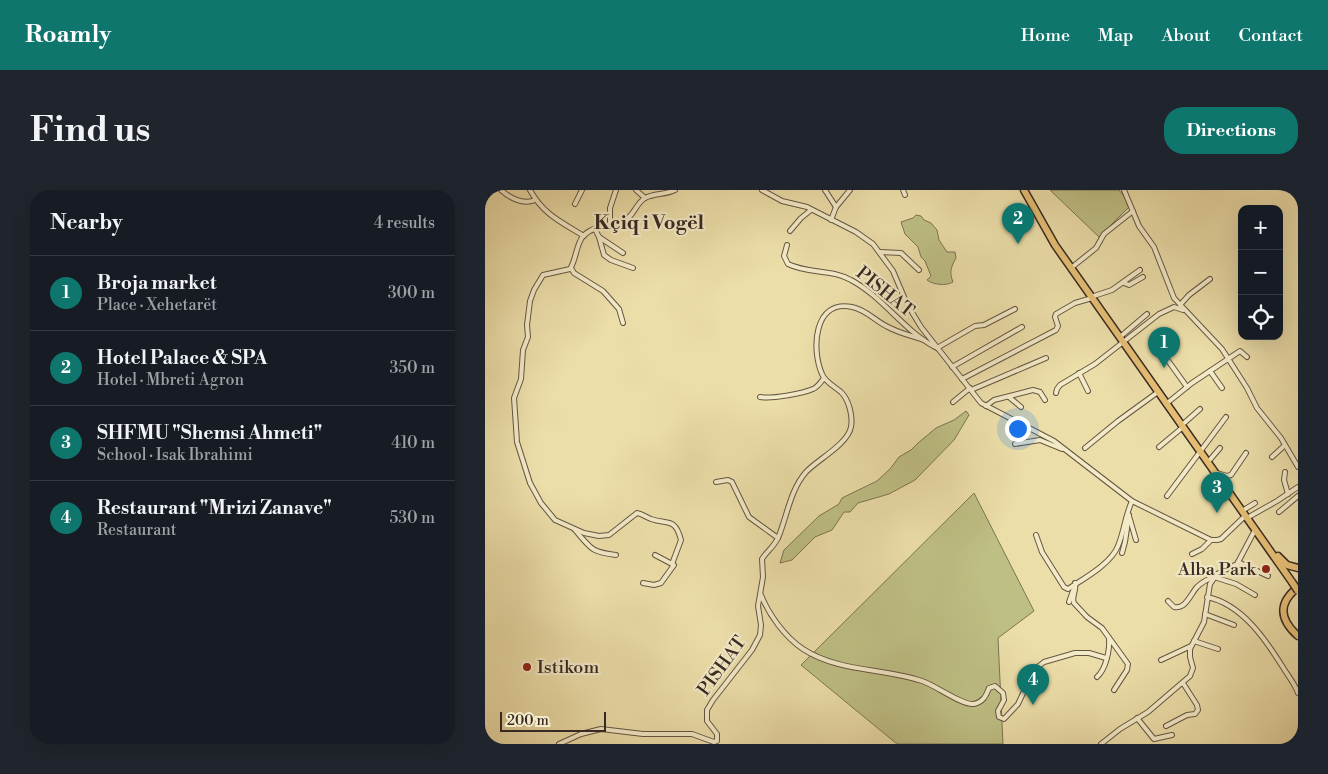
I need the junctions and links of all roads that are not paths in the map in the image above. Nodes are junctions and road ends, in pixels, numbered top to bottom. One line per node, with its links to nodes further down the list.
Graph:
1 (501, 190): 15 (street)
2 (531, 190): 15 (street)
3 (582, 190): 16 (street)
4 (616, 190): 21 (street)
5 (636, 190): 14 (street)
6 (675, 190): 14 (street)
7 (762, 190): 18 (street)
8 (825, 190): 17 (street)
9 (850, 190): 17 (street)
10 (903, 190): 13 (street)
11 (1024, 190): 31 (main road)
12 (1124, 190): 19 (street)
13 (905, 195)
14 (645, 198): 21 (street)
15 (535, 200): 24 (street)
16 (575, 204)
17 (836, 207): 20 (street)
18 (811, 210): 20 (street); 23 (street)
19 (1133, 211): 31 (street); 38 (street)
20 (831, 220): 27 (street)
21 (610, 223): 22 (street)
22 (595, 229): 24 (street); 25 (street)
23 (790, 231)
24 (584, 236): 29 (street)
25 (599, 237): 28 (street); 30 (street)
26 (787, 245): 44 (street, PISHAT)
27 (880, 252): 32 (street); 46 (street)
28 (623, 253)
29 (571, 268): 42 (street); 96 (street)
30 (633, 268)
31 (1071, 268): 37 (main road)
32 (919, 270)
33 (1140, 270): 36 (street)
34 (1143, 277): 36 (street)
35 (1210, 279): 38 (street)
36 (1124, 283): 37 (street)
37 (1092, 298): 45 (main road); 55 (street)
38 (1180, 306): 40 (street)
39 (1015, 309): 46 (street)
40 (1183, 310): 45 (street); 50 (street)
41 (1147, 314): 45 (street)
42 (623, 323)
43 (1022, 327): 51 (street)
44 (924, 340): 46 (street, PISHAT); 54 (street, PISHAT)
45 (1121, 340): 53 (street); 60 (main road)
46 (937, 348): 51 (street)
47 (1164, 355): 56 (street)
48 (1247, 357): 50 (street)
49 (1046, 358): 58 (street)
50 (1229, 359): 52 (street); 73 (street)
51 (952, 367): 55 (street)
52 (1210, 371): 56 (street); 57 (street)
53 (1079, 373): 59 (street); 61 (street)
54 (824, 378): 62 (street); 99 (street, PISHAT)
55 (962, 379): 58 (street)
56 (1187, 387): 66 (street)
57 (1223, 388)
58 (970, 389): 65 (street); 67 (street)
59 (1088, 391)
60 (1158, 392): 66 (main road); 75 (street)
61 (1056, 394)
62 (760, 397)
63 (1009, 397): 64 (street); 67 (street); 68 (street)
64 (1045, 400)
65 (953, 402)
66 (1166, 404): 71 (main road)
67 (986, 406): 77 (street)
68 (1021, 407)
69 (1199, 409): 71 (street)
70 (1226, 417): 78 (street)
71 (1182, 426): 74 (street); 78 (main road)
72 (1015, 444): 77 (street)
73 (1285, 445): 80 (street); 82 (street)
74 (1159, 447)
75 (1085, 448)
76 (1221, 448): 81 (street)
77 (1067, 450): 90 (street)
78 (1199, 451): 81 (main road); 88 (street)
79 (1246, 453): 83 (street)
80 (1272, 457)
81 (1207, 462): 83 (main road)
82 (1298, 467)
83 (1215, 472): 95 (main road)
84 (1285, 472): 87 (street)
85 (716, 482): 99 (street)
86 (1298, 487): 87 (street)
87 (1288, 494): 95 (street)
88 (1167, 496)
89 (1298, 496): 93 (street)
90 (1132, 501): 92 (street); 101 (street)
91 (1255, 503): 95 (street)
92 (1128, 509): 94 (street); 113 (street)
93 (1279, 512)
94 (1129, 515): 100 (street); 103 (street)
95 (1245, 515): 97 (main road); 101 (street)
96 (575, 530): 105 (street); 108 (street)
97 (1255, 530): 102 (main road); 107 (street)
98 (1036, 535): 113 (street)
99 (778, 538): 116 (street, PISHAT)
100 (1136, 540)
101 (1211, 540): 104 (street)
102 (1265, 544): 109 (main road); 114 (main road)
103 (1122, 553)
104 (1192, 554)
105 (616, 555)
106 (655, 555): 108 (street)
107 (1238, 562): 110 (street); 111 (street)
108 (672, 564): 112 (street)
109 (1298, 568)
110 (1268, 576)
111 (1214, 577): 117 (street); 118 (street); 119 (street)
112 (643, 583)
113 (1075, 583): 120 (street); 125 (street)
114 (1295, 585): 115 (main road, bridge); 122 (main road)
115 (1298, 591)
116 (761, 595): 129 (street); 138 (street, PISHAT)
117 (1255, 596)
118 (1207, 597): 121 (street); 134 (street)
119 (1167, 601)
120 (1069, 602)
121 (1205, 614): 123 (street); 127 (street)
122 (1283, 614): 124 (main road); 126 (main road)
123 (1234, 625)
124 (1298, 630)
125 (1108, 636): 129 (street); 133 (street)
126 (1298, 636)
127 (1193, 644): 128 (street); 130 (street); 132 (street)
128 (1218, 649)
129 (1106, 658): 131 (street)
130 (1161, 660)
131 (1097, 678)
132 (1183, 683): 135 (street); 136 (street)
133 (1114, 690)
134 (1298, 693)
135 (1137, 718): 137 (street); 139 (street)
136 (1166, 726)
137 (1172, 735)
138 (559, 744)
139 (1101, 744)

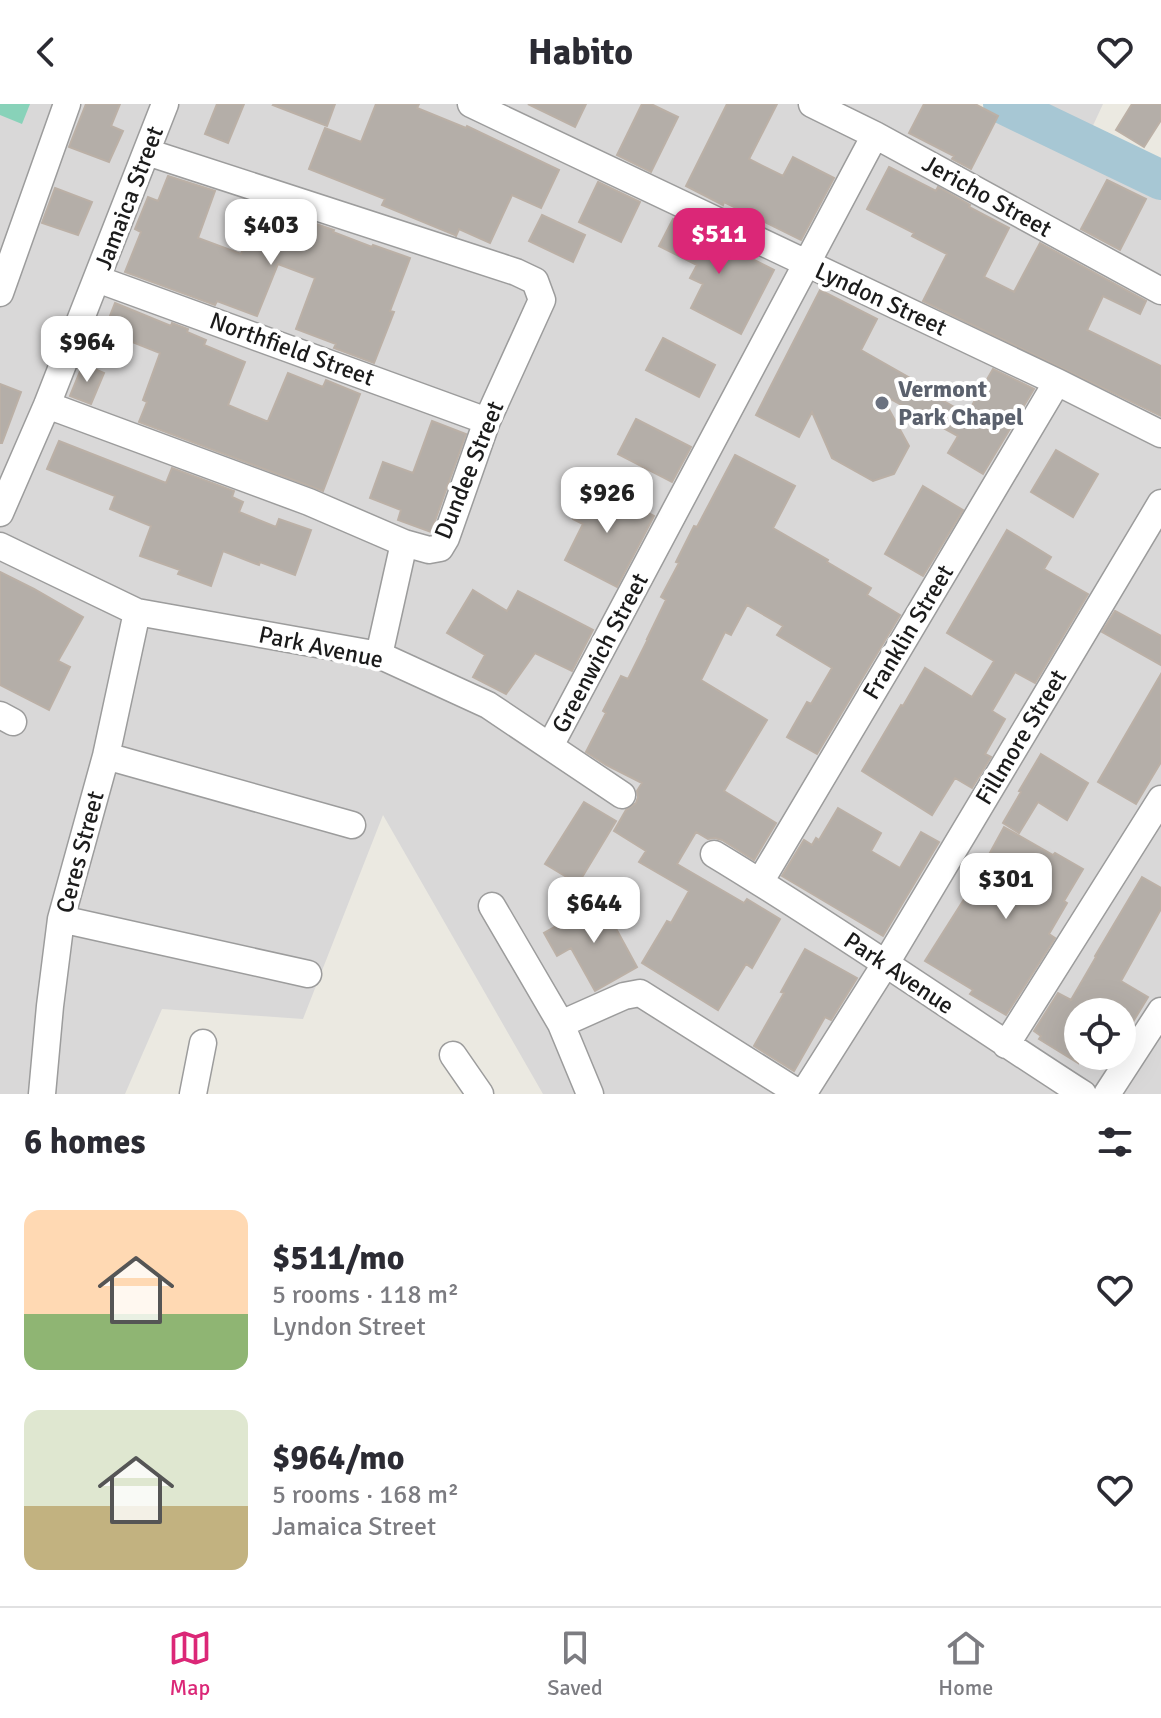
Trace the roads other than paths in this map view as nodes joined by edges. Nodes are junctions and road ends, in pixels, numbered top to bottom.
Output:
1 (67, 104) edge
2 (165, 104) edge
3 (471, 104) edge
4 (812, 104) edge
5 (875, 135) junction
6 (147, 152) junction
7 (807, 264) junction
8 (97, 279) junction
9 (1161, 291) edge
10 (0, 293) edge
11 (1057, 382) junction
12 (47, 405) junction
13 (487, 421) junction
14 (1161, 434) edge
15 (1161, 503) edge
16 (0, 513) edge
17 (404, 543) junction
18 (0, 546) edge
19 (137, 612) junction
20 (379, 655) junction
21 (550, 746) junction
22 (106, 756) junction
23 (622, 795) dead end
24 (1161, 799) edge
25 (352, 825) dead end
26 (714, 854) dead end
27 (760, 882) junction
28 (492, 906) dead end
29 (61, 919) junction
30 (886, 963) junction
31 (308, 974) dead end
32 (1161, 1011) edge
33 (561, 1024) junction
34 (203, 1043) dead end
35 (1006, 1045) junction
36 (453, 1055) dead end
37 (42, 1094) edge
38 (193, 1094) edge
39 (480, 1094) edge
40 (590, 1094) edge
41 (802, 1094) edge
42 (1083, 1094) edge
43 (1107, 1094) edge

1 - 10 street
2 - 6 street, Jamaica Street
3 - 7 street, Lyndon Street
4 - 5 street, Jericho Street
5 - 7 street, Greenwich Street
5 - 9 street, Jericho Street
6 - 8 street, Jamaica Street
6 - 13 street, Dundee Street
7 - 11 street, Lyndon Street
7 - 21 street, Greenwich Street
8 - 12 street, Jamaica Street
8 - 13 street, Northfield Street
11 - 14 street, Lyndon Street
11 - 27 street, Franklin Street
12 - 16 street, Jamaica Street
12 - 17 street
13 - 17 street, Dundee Street
15 - 30 street, Fillmore Street
17 - 20 street, Dundee Street
18 - 19 street, Park Avenue
19 - 20 street, Park Avenue
19 - 22 street, Ceres Street
20 - 21 street, Park Avenue
21 - 23 street, Park Avenue
22 - 25 street
22 - 29 street, Ceres Street
24 - 35 street
26 - 27 street, Park Avenue
27 - 30 street, Park Avenue
28 - 33 street
29 - 31 street
29 - 37 street, Ceres Street
30 - 35 street, Park Avenue
30 - 41 street, Fillmore Street
32 - 43 street
33 - 40 street
33 - 41 street
34 - 38 street
35 - 42 street, Park Avenue
36 - 39 street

What to work on
If an entry above holds a picture, leave that picture out and print the rest exactly.

Response
I need the junctions and links of all roads that are not paths in the map in the image above. Nodes are junctions and road ends, in pixels, numbered top to bottom. One line per node, with its links to nodes further down the list.
Graph:
1 (501, 190): 15 (street)
2 (531, 190): 15 (street)
3 (582, 190): 16 (street)
4 (616, 190): 21 (street)
5 (636, 190): 14 (street)
6 (675, 190): 14 (street)
7 (762, 190): 18 (street)
8 (825, 190): 17 (street)
9 (850, 190): 17 (street)
10 (903, 190): 13 (street)
11 (1024, 190): 31 (main road)
12 (1124, 190): 19 (street)
13 (905, 195)
14 (645, 198): 21 (street)
15 (535, 200): 24 (street)
16 (575, 204)
17 (836, 207): 20 (street)
18 (811, 210): 20 (street); 23 (street)
19 (1133, 211): 31 (street); 38 (street)
20 (831, 220): 27 (street)
21 (610, 223): 22 (street)
22 (595, 229): 24 (street); 25 (street)
23 (790, 231)
24 (584, 236): 29 (street)
25 (599, 237): 28 (street); 30 (street)
26 (787, 245): 44 (street, PISHAT)
27 (880, 252): 32 (street); 46 (street)
28 (623, 253)
29 (571, 268): 42 (street); 96 (street)
30 (633, 268)
31 (1071, 268): 37 (main road)
32 (919, 270)
33 (1140, 270): 36 (street)
34 (1143, 277): 36 (street)
35 (1210, 279): 38 (street)
36 (1124, 283): 37 (street)
37 (1092, 298): 45 (main road); 55 (street)
38 (1180, 306): 40 (street)
39 (1015, 309): 46 (street)
40 (1183, 310): 45 (street); 50 (street)
41 (1147, 314): 45 (street)
42 (623, 323)
43 (1022, 327): 51 (street)
44 (924, 340): 46 (street, PISHAT); 54 (street, PISHAT)
45 (1121, 340): 53 (street); 60 (main road)
46 (937, 348): 51 (street)
47 (1164, 355): 56 (street)
48 (1247, 357): 50 (street)
49 (1046, 358): 58 (street)
50 (1229, 359): 52 (street); 73 (street)
51 (952, 367): 55 (street)
52 (1210, 371): 56 (street); 57 (street)
53 (1079, 373): 59 (street); 61 (street)
54 (824, 378): 62 (street); 99 (street, PISHAT)
55 (962, 379): 58 (street)
56 (1187, 387): 66 (street)
57 (1223, 388)
58 (970, 389): 65 (street); 67 (street)
59 (1088, 391)
60 (1158, 392): 66 (main road); 75 (street)
61 (1056, 394)
62 (760, 397)
63 (1009, 397): 64 (street); 67 (street); 68 (street)
64 (1045, 400)
65 (953, 402)
66 (1166, 404): 71 (main road)
67 (986, 406): 77 (street)
68 (1021, 407)
69 (1199, 409): 71 (street)
70 (1226, 417): 78 (street)
71 (1182, 426): 74 (street); 78 (main road)
72 (1015, 444): 77 (street)
73 (1285, 445): 80 (street); 82 (street)
74 (1159, 447)
75 (1085, 448)
76 (1221, 448): 81 (street)
77 (1067, 450): 90 (street)
78 (1199, 451): 81 (main road); 88 (street)
79 (1246, 453): 83 (street)
80 (1272, 457)
81 (1207, 462): 83 (main road)
82 (1298, 467)
83 (1215, 472): 95 (main road)
84 (1285, 472): 87 (street)
85 (716, 482): 99 (street)
86 (1298, 487): 87 (street)
87 (1288, 494): 95 (street)
88 (1167, 496)
89 (1298, 496): 93 (street)
90 (1132, 501): 92 (street); 101 (street)
91 (1255, 503): 95 (street)
92 (1128, 509): 94 (street); 113 (street)
93 (1279, 512)
94 (1129, 515): 100 (street); 103 (street)
95 (1245, 515): 97 (main road); 101 (street)
96 (575, 530): 105 (street); 108 (street)
97 (1255, 530): 102 (main road); 107 (street)
98 (1036, 535): 113 (street)
99 (778, 538): 116 (street, PISHAT)
100 (1136, 540)
101 (1211, 540): 104 (street)
102 (1265, 544): 109 (main road); 114 (main road)
103 (1122, 553)
104 (1192, 554)
105 (616, 555)
106 (655, 555): 108 (street)
107 (1238, 562): 110 (street); 111 (street)
108 (672, 564): 112 (street)
109 (1298, 568)
110 (1268, 576)
111 (1214, 577): 117 (street); 118 (street); 119 (street)
112 (643, 583)
113 (1075, 583): 120 (street); 125 (street)
114 (1295, 585): 115 (main road, bridge); 122 (main road)
115 (1298, 591)
116 (761, 595): 129 (street); 138 (street, PISHAT)
117 (1255, 596)
118 (1207, 597): 121 (street); 134 (street)
119 (1167, 601)
120 (1069, 602)
121 (1205, 614): 123 (street); 127 (street)
122 (1283, 614): 124 (main road); 126 (main road)
123 (1234, 625)
124 (1298, 630)
125 (1108, 636): 129 (street); 133 (street)
126 (1298, 636)
127 (1193, 644): 128 (street); 130 (street); 132 (street)
128 (1218, 649)
129 (1106, 658): 131 (street)
130 (1161, 660)
131 (1097, 678)
132 (1183, 683): 135 (street); 136 (street)
133 (1114, 690)
134 (1298, 693)
135 (1137, 718): 137 (street); 139 (street)
136 (1166, 726)
137 (1172, 735)
138 (559, 744)
139 (1101, 744)

Trace the roads other than paths in this map view as nodes joined by edges. Nodes are junctions and road ends, in pixels, numbered top to bottom.
Output:
1 (67, 104) edge
2 (165, 104) edge
3 (471, 104) edge
4 (812, 104) edge
5 (875, 135) junction
6 (147, 152) junction
7 (807, 264) junction
8 (97, 279) junction
9 (1161, 291) edge
10 (0, 293) edge
11 (1057, 382) junction
12 (47, 405) junction
13 (487, 421) junction
14 (1161, 434) edge
15 (1161, 503) edge
16 (0, 513) edge
17 (404, 543) junction
18 (0, 546) edge
19 (137, 612) junction
20 (379, 655) junction
21 (550, 746) junction
22 (106, 756) junction
23 (622, 795) dead end
24 (1161, 799) edge
25 (352, 825) dead end
26 (714, 854) dead end
27 (760, 882) junction
28 (492, 906) dead end
29 (61, 919) junction
30 (886, 963) junction
31 (308, 974) dead end
32 (1161, 1011) edge
33 (561, 1024) junction
34 (203, 1043) dead end
35 (1006, 1045) junction
36 (453, 1055) dead end
37 (42, 1094) edge
38 (193, 1094) edge
39 (480, 1094) edge
40 (590, 1094) edge
41 (802, 1094) edge
42 (1083, 1094) edge
43 (1107, 1094) edge

1 - 10 street
2 - 6 street, Jamaica Street
3 - 7 street, Lyndon Street
4 - 5 street, Jericho Street
5 - 7 street, Greenwich Street
5 - 9 street, Jericho Street
6 - 8 street, Jamaica Street
6 - 13 street, Dundee Street
7 - 11 street, Lyndon Street
7 - 21 street, Greenwich Street
8 - 12 street, Jamaica Street
8 - 13 street, Northfield Street
11 - 14 street, Lyndon Street
11 - 27 street, Franklin Street
12 - 16 street, Jamaica Street
12 - 17 street
13 - 17 street, Dundee Street
15 - 30 street, Fillmore Street
17 - 20 street, Dundee Street
18 - 19 street, Park Avenue
19 - 20 street, Park Avenue
19 - 22 street, Ceres Street
20 - 21 street, Park Avenue
21 - 23 street, Park Avenue
22 - 25 street
22 - 29 street, Ceres Street
24 - 35 street
26 - 27 street, Park Avenue
27 - 30 street, Park Avenue
28 - 33 street
29 - 31 street
29 - 37 street, Ceres Street
30 - 35 street, Park Avenue
30 - 41 street, Fillmore Street
32 - 43 street
33 - 40 street
33 - 41 street
34 - 38 street
35 - 42 street, Park Avenue
36 - 39 street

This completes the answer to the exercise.